Ressources pédagogiques utilisant ce média

Informations et crédits

Type de ressource :
Forme :
Collection :
Chroniques du temps de l'ombre, 1940-1944
Date de diffusion du média :
25 août 1976
Production :
INA
Page publiée le :
10 sept. 2015
Modifiée le :
29 juin 2023
Référence :
00000001732

Contexte historique

Par Anne Doustaly

Au début de l'année 1943, le maréchal Pétain présente aux Français des vœux très prudents, voire pessimistes. Il annonce ne pas savoir ce que l'année nouvelle apportera et adresse un conseil aux Français : Méditez vos malheurs. Au même moment, les mouvements de la Résistance traversent, eux, un hiver porteur d'espoir : ils s'organisent, s'unifient, se donnent une presse et des éditions clandestines, qui permettent l'expression des écrivains et d'une vie littéraire libre. Depuis 1940, la liste Otto (nommée ainsi en référence à l'ambassadeur d'Allemagne à Paris Otto Abetz), recensait les ouvrages retirés de la vente par les éditeurs ou interdits par les autorités allemandes.
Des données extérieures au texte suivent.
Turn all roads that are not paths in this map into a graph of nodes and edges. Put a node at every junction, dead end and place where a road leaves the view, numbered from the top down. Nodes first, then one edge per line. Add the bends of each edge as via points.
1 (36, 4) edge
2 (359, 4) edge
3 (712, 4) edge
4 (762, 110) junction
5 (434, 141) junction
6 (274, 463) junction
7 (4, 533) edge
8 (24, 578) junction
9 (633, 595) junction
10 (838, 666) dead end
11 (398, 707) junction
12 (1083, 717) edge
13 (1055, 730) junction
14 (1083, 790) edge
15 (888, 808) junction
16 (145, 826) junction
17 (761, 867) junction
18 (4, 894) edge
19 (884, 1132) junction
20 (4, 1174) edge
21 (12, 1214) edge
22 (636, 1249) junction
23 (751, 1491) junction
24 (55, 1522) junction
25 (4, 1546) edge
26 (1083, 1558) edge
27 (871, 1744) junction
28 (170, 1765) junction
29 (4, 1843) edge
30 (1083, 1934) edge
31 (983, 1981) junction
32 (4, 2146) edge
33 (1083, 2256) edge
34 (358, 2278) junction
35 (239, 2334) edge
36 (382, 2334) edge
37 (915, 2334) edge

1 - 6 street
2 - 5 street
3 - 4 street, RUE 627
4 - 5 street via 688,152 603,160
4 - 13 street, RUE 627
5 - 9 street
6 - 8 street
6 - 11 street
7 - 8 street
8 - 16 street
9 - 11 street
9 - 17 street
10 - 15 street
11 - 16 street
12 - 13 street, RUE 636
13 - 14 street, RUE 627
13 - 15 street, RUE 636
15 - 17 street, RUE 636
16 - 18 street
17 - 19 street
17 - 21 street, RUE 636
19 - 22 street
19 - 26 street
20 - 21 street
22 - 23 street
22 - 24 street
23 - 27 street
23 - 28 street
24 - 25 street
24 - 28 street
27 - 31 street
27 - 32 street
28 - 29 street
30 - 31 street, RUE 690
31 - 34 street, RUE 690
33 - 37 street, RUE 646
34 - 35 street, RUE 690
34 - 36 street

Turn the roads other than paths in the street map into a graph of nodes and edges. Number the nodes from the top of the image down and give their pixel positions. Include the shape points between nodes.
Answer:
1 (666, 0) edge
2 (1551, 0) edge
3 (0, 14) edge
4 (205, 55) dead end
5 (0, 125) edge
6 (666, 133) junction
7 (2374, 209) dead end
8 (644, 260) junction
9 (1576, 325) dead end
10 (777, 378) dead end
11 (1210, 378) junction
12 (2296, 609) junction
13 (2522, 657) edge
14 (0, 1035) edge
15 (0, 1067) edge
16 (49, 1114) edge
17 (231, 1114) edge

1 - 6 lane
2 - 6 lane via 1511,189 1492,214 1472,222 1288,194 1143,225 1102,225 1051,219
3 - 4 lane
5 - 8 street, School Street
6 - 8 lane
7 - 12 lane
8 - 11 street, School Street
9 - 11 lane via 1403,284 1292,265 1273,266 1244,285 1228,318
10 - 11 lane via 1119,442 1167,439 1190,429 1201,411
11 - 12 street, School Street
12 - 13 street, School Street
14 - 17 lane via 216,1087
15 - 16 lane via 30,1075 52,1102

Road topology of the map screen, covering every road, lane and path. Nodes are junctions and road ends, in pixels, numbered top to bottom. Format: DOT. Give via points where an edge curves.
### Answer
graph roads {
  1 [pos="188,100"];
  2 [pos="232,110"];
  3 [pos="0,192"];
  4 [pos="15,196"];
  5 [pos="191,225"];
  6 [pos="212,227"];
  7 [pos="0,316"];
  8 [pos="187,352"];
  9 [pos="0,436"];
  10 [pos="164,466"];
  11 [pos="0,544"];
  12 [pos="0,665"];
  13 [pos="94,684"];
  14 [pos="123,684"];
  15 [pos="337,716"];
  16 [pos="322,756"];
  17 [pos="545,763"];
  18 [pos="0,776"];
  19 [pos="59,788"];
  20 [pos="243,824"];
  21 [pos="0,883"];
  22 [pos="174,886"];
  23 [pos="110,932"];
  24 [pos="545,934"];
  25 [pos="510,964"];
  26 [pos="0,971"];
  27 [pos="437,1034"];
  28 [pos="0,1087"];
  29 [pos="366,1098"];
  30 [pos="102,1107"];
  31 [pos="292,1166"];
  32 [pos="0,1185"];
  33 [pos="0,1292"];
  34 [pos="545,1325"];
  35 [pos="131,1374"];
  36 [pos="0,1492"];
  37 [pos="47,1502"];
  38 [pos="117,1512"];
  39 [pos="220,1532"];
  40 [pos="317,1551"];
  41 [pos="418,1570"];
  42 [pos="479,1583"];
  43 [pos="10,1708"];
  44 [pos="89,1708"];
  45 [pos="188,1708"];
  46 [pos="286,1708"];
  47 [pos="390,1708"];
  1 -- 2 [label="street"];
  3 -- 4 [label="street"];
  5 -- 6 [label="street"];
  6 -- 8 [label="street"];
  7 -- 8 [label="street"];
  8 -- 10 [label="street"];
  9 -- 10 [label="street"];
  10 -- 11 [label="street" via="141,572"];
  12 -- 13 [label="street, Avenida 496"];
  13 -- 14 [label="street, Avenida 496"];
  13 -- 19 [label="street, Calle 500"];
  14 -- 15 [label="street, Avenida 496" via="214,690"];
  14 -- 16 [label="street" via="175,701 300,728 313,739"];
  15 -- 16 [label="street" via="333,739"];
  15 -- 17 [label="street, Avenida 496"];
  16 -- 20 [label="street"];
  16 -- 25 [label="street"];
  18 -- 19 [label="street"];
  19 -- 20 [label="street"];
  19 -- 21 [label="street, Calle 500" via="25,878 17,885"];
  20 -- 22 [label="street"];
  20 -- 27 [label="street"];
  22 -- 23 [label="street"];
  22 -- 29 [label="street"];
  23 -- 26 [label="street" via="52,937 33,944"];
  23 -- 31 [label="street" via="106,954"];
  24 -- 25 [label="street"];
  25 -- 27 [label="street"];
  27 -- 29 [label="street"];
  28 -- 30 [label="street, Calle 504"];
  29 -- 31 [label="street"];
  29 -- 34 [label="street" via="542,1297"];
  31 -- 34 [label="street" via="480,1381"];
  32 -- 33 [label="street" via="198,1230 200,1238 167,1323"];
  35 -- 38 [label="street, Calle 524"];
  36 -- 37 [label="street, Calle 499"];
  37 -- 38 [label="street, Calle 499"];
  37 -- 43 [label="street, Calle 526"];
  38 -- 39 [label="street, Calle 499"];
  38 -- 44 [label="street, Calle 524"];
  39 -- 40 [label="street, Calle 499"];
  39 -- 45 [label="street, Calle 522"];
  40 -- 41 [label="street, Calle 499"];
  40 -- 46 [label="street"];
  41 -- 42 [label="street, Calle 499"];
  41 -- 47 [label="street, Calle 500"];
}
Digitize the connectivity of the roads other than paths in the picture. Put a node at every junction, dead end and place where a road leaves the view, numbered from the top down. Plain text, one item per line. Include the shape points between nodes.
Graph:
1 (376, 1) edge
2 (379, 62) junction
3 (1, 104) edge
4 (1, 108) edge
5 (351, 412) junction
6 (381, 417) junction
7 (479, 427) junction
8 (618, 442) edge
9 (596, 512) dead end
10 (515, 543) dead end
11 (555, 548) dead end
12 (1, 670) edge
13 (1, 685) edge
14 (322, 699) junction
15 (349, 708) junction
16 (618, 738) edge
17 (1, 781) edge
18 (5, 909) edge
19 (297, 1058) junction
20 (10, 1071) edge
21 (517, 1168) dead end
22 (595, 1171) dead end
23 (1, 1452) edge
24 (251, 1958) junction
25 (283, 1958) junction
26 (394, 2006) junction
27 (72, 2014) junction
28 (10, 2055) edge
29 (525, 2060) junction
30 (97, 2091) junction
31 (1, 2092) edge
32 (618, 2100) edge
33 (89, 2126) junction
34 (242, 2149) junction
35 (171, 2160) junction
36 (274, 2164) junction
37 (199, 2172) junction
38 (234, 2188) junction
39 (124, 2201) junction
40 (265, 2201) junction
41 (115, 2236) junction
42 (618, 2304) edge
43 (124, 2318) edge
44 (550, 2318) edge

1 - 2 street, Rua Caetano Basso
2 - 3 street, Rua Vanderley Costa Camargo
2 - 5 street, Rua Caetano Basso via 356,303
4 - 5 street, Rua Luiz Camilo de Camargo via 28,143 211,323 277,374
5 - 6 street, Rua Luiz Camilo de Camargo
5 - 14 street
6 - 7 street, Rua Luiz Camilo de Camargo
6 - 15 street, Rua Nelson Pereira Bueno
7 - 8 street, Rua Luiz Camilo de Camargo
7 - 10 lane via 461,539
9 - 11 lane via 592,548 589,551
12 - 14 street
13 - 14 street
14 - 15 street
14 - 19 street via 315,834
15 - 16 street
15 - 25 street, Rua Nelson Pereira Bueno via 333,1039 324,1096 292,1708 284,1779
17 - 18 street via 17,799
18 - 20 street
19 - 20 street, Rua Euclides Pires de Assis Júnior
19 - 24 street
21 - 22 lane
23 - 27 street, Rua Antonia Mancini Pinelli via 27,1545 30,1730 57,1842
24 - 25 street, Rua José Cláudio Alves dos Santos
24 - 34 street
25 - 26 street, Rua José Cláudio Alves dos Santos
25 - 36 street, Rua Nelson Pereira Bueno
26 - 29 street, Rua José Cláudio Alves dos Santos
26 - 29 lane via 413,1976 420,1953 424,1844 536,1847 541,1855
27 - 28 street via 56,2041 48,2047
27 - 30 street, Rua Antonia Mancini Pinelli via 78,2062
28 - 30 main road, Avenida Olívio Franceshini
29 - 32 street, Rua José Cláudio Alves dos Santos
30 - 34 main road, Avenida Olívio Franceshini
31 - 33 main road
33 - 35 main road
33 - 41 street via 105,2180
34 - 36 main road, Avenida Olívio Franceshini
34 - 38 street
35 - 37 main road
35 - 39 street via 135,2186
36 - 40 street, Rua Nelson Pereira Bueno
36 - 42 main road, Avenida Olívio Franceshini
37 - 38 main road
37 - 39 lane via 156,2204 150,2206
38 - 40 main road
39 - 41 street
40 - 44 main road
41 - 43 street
Établie avec la collaboration du Syndicat des éditeurs français et des maisons d'édition, elle interdisait 1 060 titres, parmi lesquels Mein Kampf et des essais critiquant l'Allemagne ou le racisme, des textes d'auteurs juifs, communistes ou opposants au nazisme, comme Heinrich Heine, Thomas Mann, Stefan Zweig, Max Jacob, Joseph Kessel, Sigmund Freud, Carl Gustav Jung, Julien Benda, Léon Blum, Karl Marx, Léon Trotski, Louis Aragon, etc. Après la rupture du pacte germano-soviétique en juin 1941, d'autres ouvrages marxistes furent ajoutés à la liste. En juillet 1941, c'est au tour de livres d'auteurs anglais et américains d'y figurer. Une deuxième liste Otto de 15 pages prend le relais le 8 juillet 1942. Classée par éditeurs, elle recense 1 170 titres interdits : ouvrages jugés anti-allemands, œuvres d'écrivains juifs ou consacrés à des juifs, livres communistes, traductions d'auteurs anglais et polonais. Une troisième édition de la liste des ouvrages littéraires français non désirables sera publiée le 10 mai 1943, complétée en annexe par une liste de 739 écrivains juifs de langue française. La liste Otto devait être appliquée dans toutes les librairies, les maisons d'édition et les bibliothèques de la zone occupée. Dès sa diffusion, des opérations policières aboutirent à la saisie et à la destruction de 713 382 livres.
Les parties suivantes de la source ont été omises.